$10M grant will speed port's dock expansion

October has been a good month for the Port of Morgan City.

First, the Weeks Marine cutter-head dredge Capt. Frank made an unexpected appearance Oct. 17. The dredge has been removing sediment from troublesome areas of Berwick Bay.

Then the port office was notified that it will receive a $10 million federal grant to help pay for and speed up a dock expansion project.

“I’m on Cloud 9,” port Executive Director Raymond “Mac” Wade said Wednesday.

U.S. Rep. Clay Higgins, R-Lafayette, and Sen. Bill Cassidy, R-Baton Rouge, announced the grant in press releases Wednesday.

After a series of floods dumped silt into the port’s channel to the Gulf beginning in 2015, the port’s once-promising handling of import and export craft all but stopped. Now, after an unprecedented level of dredging over the last year, the channel is open, and the port is expanding its dock in hopes of attracting transshipments again.

The expansion is in two parts — one to the east, one to the west — that will expand the dock’s river frontage from 800 feet to 1,900 feet.

The east expansion, expected to cost $5 million-$5.5 million, has been funded with a grant from the Louisiana Department of Transportation and Development Port Priority Program.

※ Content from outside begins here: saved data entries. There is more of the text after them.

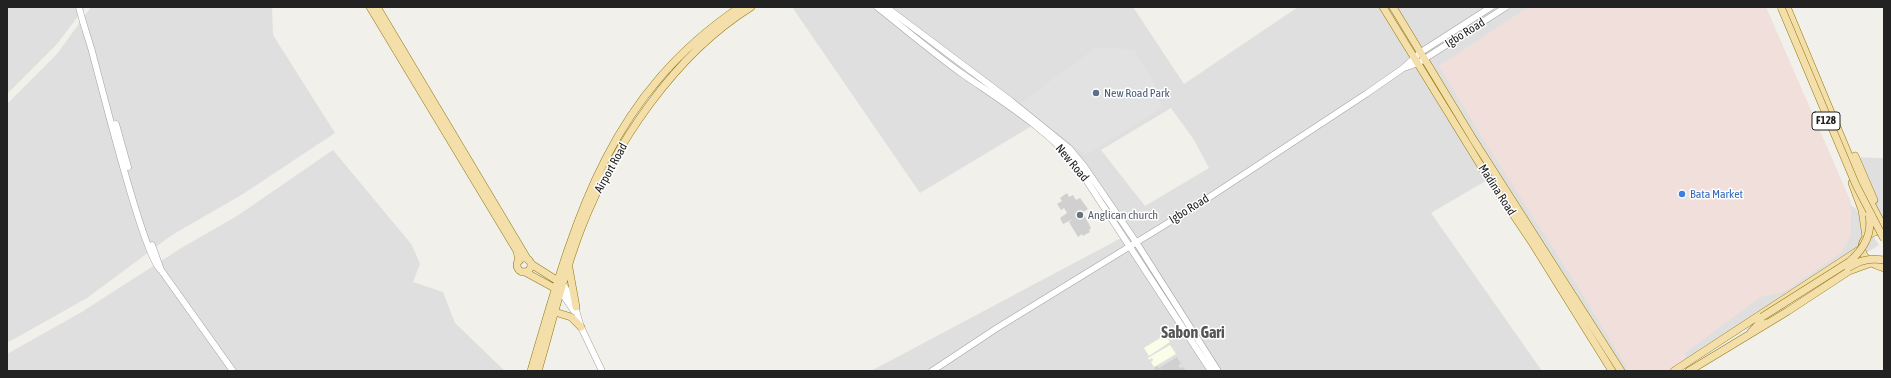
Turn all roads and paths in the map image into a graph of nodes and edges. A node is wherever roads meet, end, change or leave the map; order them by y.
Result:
1 (79, 7) edge
2 (82, 7) edge
3 (370, 7) edge
4 (377, 7) edge
5 (740, 7) edge
6 (751, 7) edge
7 (877, 7) edge
8 (886, 7) edge
9 (1383, 7) edge
10 (1393, 7) edge
11 (1491, 7) edge
12 (1506, 7) edge
13 (1778, 7) edge
14 (1781, 7) edge
15 (1787, 7) edge
16 (1791, 7) edge
17 (1423, 55) junction
18 (946, 58) junction
19 (1416, 60) junction
20 (668, 67) junction
21 (674, 72) junction
22 (1068, 150) junction
23 (1868, 211) junction
24 (1884, 222) edge
25 (1884, 230) edge
26 (1866, 237) junction
27 (1884, 239) edge
28 (1136, 242) junction
29 (1130, 246) junction
30 (1862, 247) junction
31 (1884, 260) edge
32 (519, 261) junction
33 (529, 262) junction
34 (1873, 264) junction
35 (1884, 264) edge
36 (568, 267) junction
37 (1884, 268) edge
38 (161, 270) junction
39 (525, 272) junction
40 (560, 283) junction
41 (558, 290) junction
42 (576, 307) junction
43 (555, 312) junction
44 (578, 316) junction
45 (1762, 318) junction
46 (581, 327) junction
47 (1742, 327) junction
48 (1748, 336) junction
49 (233, 371) edge
50 (530, 371) edge
51 (538, 371) edge
52 (602, 371) edge
53 (932, 371) edge
54 (1211, 371) edge
55 (1218, 371) edge
56 (1612, 371) edge
57 (1621, 371) edge
58 (1674, 371) edge
59 (1690, 371) edge

1 - 38 street
2 - 38 street
3 - 32 main road
4 - 33 main road
5 - 20 main road, Airport Road
6 - 21 main road, Airport Road
7 - 18 street, New Road
8 - 18 street, New Road
9 - 19 main road, Madina Road
10 - 17 main road, Madina Road
11 - 17 street, Igbo Road
12 - 17 street, Igbo Road
13 - 26 main road, F128
14 - 23 main road, bridge
15 - 25 main road
16 - 24 main road, F128
17 - 19 street, Igbo Road
17 - 57 main road, Madina Road
18 - 22 street, New Road
19 - 28 street, Igbo Road
19 - 56 main road, Madina Road
20 - 21 main road
20 - 40 main road, Airport Road
21 - 36 main road, Airport Road
22 - 28 street, New Road
22 - 29 street, New Road
23 - 27 main road, bridge
23 - 45 main road, bridge
25 - 26 main road
26 - 30 main road, F128
28 - 29 street, Igbo Road
28 - 55 street, New Road
29 - 53 street, Igbo Road
29 - 54 street, New Road
30 - 34 main road
30 - 47 main road
31 - 45 main road, bridge
32 - 33 main road
32 - 39 main road
33 - 39 main road
33 - 40 main road
34 - 35 main road
34 - 37 main road
34 - 48 main road
36 - 40 main road, Airport Road
36 - 42 main road
38 - 49 street
39 - 41 main road
40 - 41 main road, Airport Road
40 - 42 street
41 - 43 main road, Airport Road
41 - 44 street
41 - 50 main road, Airport Road
42 - 44 street
43 - 46 main road
43 - 51 main road, Airport Road
44 - 46 street
45 - 47 main road
45 - 48 main road
46 - 52 street
47 - 58 main road
48 - 59 main road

The port had also received a $15 million Port Priority grant for the west expansion, but that portion of the work was expected to cost $25 million-$30 million.

“We were going to start that late next year or early 2024,” Wade said. “We were going to do it in phases. Now we can go ahead with it.”

Mike Knobloch of the port staff prepared the grant application, but “a million people apply for it,” Wade said. “You have a one-in-a-million chance.”

Those odds paid off for the port.

The $10 million grant comes from the $1.2 trillion Infrastructure Investment and Jobs Act passed in 2021. The act set aside $17 billion for ports.

Wade said thanked the Louisiana congressional delegation for helping secure the funding.
Cassidy helped negotiate the compromise that resulted in passage of the infrastructure bill. Higgins voted against it in the House, saying in a press release that it was “9% roads and bridges and 91% socialist garbage.”

The dredging also comes at an opportune time.

Low water in the Mississippi River has raised concerns about river transport. A third of the Mississippi’s flow is diverted into the Atchafalaya, which is also low but not enough to affect naviga-tion, Wade said.

The Atchafalaya at Morgan City has been hovering between 1.5 and 3 feet since Oct. 20, dipping below 1 foot Wednesday. Flood stage is 6 feet.